Purpose: The ability to detect and react to various forms of hazard on the road is crucial for safe driving. In some countries, the Hazard Perception Test (HPT) is employed as part of the assessment process for driving license acquisition, but there is limited work investigating the impact of impaired vision on hazard perception. This study investigated how driver reaction time (RT) to hazards is affected by different forms of visual degradation while undertaking the UK HPT.

Method: Thirty-one younger (mean ± SD age: 24.1 ± 5.5 years) and twenty-eight older drivers (mean ± SD age: 52.8 ± 8.7 years) with corrected-to-normal binocular visual acuity completed ten HPTs from a set of high-resolution CGI video clips officially used by the UK Driver and Vehicle Licensing Agency to assess hazard perception in learner drivers. Participants undertook the HPTs with and without induced visual degradation, the visual degradation conditions being (i) optical blur (induced with a +2.00D spherical lens), (ii) media opacity (induced with a LEE Fog 5 filter), and (iii) glare (induced with two glare sources to simulate headlights). These conditions were employed singly and in combination. Participant RT in seconds (s) was then measured with a Cedrus RB540 response box while they completed the HPT. The HPT video clips were randomized, and performance with the induced visual degradations was assessed two weeks after baseline measures (without visual degradation) to minimize memorization effects.
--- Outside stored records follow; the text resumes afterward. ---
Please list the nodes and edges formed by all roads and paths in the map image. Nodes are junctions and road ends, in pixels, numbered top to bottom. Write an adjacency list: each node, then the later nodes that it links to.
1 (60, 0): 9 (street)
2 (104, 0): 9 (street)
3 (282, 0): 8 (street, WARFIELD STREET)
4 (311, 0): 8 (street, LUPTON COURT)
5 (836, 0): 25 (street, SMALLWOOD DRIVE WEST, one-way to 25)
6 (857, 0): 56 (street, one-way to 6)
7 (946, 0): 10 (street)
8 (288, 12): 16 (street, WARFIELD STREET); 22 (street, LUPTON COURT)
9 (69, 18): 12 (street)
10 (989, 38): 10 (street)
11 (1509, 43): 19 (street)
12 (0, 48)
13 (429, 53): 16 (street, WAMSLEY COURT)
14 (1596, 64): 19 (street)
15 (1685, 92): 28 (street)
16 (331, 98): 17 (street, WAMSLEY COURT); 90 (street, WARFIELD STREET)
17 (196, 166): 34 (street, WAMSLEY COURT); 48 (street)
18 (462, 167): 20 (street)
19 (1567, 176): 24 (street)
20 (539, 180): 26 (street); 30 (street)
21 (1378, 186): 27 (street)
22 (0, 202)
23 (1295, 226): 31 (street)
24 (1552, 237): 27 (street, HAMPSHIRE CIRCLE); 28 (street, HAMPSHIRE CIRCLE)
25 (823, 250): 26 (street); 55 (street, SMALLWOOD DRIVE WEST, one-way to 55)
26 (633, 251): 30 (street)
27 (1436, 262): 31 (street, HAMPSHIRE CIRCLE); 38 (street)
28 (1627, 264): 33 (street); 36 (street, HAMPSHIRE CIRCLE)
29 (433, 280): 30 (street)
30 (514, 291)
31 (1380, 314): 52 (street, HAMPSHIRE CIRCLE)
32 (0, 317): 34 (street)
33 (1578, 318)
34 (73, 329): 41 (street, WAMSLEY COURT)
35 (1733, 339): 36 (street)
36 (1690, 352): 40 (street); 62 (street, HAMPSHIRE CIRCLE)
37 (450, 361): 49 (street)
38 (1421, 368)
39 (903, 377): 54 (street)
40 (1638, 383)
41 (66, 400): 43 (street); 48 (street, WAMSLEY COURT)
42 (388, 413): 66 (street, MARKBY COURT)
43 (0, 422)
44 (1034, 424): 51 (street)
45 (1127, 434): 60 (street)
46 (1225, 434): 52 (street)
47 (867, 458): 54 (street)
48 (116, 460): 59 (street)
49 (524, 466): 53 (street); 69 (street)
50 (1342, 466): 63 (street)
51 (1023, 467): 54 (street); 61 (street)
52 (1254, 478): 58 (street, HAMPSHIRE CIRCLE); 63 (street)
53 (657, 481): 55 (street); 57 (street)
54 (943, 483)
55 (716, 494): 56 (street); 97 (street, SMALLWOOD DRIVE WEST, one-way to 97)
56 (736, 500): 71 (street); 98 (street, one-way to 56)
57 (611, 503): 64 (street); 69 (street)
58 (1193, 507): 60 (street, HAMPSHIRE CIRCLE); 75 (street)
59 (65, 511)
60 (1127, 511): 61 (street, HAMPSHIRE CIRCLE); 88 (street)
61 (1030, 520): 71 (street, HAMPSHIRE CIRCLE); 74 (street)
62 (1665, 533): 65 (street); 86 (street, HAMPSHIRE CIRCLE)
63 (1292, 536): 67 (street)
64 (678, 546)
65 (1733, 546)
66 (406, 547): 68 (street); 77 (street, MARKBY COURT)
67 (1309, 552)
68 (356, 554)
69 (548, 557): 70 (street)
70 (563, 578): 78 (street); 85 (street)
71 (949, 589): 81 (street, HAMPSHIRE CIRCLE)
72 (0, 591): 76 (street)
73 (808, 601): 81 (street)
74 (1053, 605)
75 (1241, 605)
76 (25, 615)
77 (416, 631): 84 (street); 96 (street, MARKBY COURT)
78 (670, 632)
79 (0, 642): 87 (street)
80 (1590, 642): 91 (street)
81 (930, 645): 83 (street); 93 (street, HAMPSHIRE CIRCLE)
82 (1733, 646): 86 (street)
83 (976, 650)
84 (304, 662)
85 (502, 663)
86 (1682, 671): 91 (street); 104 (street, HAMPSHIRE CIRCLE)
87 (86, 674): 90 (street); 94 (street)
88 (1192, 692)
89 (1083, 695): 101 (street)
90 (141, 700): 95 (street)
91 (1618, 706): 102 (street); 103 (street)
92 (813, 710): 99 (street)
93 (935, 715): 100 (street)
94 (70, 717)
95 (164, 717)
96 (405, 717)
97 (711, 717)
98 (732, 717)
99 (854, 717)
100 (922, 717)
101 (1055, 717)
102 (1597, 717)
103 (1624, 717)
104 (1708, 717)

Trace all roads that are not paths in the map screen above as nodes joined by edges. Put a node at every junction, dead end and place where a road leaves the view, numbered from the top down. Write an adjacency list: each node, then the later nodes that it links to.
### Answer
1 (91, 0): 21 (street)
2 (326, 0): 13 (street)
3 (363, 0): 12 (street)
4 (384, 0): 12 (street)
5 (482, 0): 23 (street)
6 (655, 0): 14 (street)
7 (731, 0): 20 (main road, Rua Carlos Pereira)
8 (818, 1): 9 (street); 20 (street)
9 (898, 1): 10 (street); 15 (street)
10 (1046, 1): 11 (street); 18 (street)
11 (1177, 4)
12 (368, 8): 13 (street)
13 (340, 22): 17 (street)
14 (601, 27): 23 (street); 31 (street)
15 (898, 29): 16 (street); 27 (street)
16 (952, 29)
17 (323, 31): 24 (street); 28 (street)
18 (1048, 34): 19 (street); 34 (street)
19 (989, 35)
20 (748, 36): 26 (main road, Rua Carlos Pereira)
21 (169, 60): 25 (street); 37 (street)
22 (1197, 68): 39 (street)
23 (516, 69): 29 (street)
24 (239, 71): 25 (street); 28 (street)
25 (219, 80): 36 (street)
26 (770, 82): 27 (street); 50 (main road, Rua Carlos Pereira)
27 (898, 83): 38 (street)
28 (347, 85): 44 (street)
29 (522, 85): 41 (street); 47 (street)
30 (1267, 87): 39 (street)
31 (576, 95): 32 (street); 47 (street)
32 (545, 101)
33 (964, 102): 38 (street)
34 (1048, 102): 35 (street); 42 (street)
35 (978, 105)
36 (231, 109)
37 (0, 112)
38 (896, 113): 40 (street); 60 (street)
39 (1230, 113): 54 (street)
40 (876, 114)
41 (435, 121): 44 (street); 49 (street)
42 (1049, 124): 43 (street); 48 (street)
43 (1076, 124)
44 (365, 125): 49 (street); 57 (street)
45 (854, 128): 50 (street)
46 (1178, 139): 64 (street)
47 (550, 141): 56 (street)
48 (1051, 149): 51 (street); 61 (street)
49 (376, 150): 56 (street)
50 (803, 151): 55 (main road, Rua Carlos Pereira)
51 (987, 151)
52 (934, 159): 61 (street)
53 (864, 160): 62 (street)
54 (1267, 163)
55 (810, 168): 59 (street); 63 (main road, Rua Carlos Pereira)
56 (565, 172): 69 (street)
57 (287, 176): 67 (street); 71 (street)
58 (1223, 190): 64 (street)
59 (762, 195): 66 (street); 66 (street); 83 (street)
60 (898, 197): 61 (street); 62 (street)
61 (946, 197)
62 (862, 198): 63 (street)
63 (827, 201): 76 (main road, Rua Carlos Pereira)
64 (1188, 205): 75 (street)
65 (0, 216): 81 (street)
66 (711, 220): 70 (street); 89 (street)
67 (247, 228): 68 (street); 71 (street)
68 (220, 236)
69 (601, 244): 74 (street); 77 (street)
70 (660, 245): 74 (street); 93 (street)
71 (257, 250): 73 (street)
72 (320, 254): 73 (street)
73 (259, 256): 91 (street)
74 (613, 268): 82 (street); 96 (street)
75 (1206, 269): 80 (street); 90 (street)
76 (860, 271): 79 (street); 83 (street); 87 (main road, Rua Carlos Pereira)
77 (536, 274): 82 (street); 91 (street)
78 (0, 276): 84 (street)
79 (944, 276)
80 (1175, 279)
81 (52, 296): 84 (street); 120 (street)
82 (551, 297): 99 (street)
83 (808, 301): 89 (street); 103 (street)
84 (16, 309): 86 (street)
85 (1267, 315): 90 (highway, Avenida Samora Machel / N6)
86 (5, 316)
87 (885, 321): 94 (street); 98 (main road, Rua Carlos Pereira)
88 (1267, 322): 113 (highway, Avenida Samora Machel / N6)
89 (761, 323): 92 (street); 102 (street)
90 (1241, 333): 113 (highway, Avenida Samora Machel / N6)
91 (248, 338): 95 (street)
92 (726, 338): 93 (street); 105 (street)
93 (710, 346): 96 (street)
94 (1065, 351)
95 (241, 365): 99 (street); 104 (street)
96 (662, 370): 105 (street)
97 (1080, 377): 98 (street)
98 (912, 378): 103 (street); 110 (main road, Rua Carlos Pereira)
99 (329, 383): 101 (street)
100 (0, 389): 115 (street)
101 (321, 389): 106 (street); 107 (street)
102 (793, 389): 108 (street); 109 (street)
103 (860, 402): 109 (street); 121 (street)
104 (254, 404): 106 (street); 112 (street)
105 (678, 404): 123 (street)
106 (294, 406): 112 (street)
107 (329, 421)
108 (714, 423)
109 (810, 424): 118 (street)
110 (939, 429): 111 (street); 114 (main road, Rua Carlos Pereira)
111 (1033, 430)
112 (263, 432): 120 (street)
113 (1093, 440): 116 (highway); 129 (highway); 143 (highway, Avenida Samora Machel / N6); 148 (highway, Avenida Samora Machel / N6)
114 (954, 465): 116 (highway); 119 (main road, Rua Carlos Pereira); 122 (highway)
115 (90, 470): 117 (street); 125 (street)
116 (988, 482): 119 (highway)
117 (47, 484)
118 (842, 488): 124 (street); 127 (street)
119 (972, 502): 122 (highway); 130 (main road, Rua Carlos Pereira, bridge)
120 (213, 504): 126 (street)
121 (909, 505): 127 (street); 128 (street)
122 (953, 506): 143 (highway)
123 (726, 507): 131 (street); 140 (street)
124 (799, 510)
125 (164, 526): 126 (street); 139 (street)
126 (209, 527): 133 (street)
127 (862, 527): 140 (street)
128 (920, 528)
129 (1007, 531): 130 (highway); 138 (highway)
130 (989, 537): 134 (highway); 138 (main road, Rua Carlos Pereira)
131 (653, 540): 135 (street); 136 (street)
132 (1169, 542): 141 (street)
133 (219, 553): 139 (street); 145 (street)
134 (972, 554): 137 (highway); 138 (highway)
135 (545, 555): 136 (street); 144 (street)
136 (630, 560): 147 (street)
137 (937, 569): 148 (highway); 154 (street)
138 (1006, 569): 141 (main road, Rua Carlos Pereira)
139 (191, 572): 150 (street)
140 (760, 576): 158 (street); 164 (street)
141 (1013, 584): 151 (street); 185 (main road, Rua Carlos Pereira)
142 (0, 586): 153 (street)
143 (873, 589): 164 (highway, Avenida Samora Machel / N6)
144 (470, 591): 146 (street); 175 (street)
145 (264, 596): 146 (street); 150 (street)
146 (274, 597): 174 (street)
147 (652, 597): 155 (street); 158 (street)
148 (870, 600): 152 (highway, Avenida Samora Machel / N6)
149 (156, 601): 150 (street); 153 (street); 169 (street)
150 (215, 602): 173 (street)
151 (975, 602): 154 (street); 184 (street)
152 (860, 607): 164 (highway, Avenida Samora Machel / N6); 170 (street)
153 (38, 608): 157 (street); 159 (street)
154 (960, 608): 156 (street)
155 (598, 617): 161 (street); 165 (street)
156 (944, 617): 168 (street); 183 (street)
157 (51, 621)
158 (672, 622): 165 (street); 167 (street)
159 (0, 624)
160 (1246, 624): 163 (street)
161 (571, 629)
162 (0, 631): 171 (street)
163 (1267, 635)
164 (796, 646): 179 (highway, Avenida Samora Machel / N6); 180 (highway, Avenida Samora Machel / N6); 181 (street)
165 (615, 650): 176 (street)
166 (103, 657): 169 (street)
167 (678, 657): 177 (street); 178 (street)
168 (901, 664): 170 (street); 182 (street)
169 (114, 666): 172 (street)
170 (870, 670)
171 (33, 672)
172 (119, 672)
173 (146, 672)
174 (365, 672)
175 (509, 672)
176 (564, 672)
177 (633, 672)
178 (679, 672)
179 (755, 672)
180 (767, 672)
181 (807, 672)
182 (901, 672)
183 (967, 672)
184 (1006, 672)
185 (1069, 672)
Results: There was no statistically significant difference in RT between younger (1.58s ± 1.22) and older drivers (1.68s ± 1.30) either at baseline (t=0.91, p=0.36) or in the presence of any of the visual degradation conditions (all p>0.05). However, for younger drivers, optical blur, a combination of optical blur and media opacity, and a combination of optical blur, media opacity, and glare significantly delayed their mean RT relative to baseline by 0.62s, 0.83s, and 1.08s, respectively (all p<0.01), while for older drivers they reduced it by 0.73s, 0.51s, and 0.78s, respectively (all p<0.01). There was also a statistically significant delay in mean RT for older compared to younger drivers (mean diff: 0.88s, 95% CI: 0.13-0.16s, p=0.02) under a night-time driving scene where optical blur and media opacity were combined.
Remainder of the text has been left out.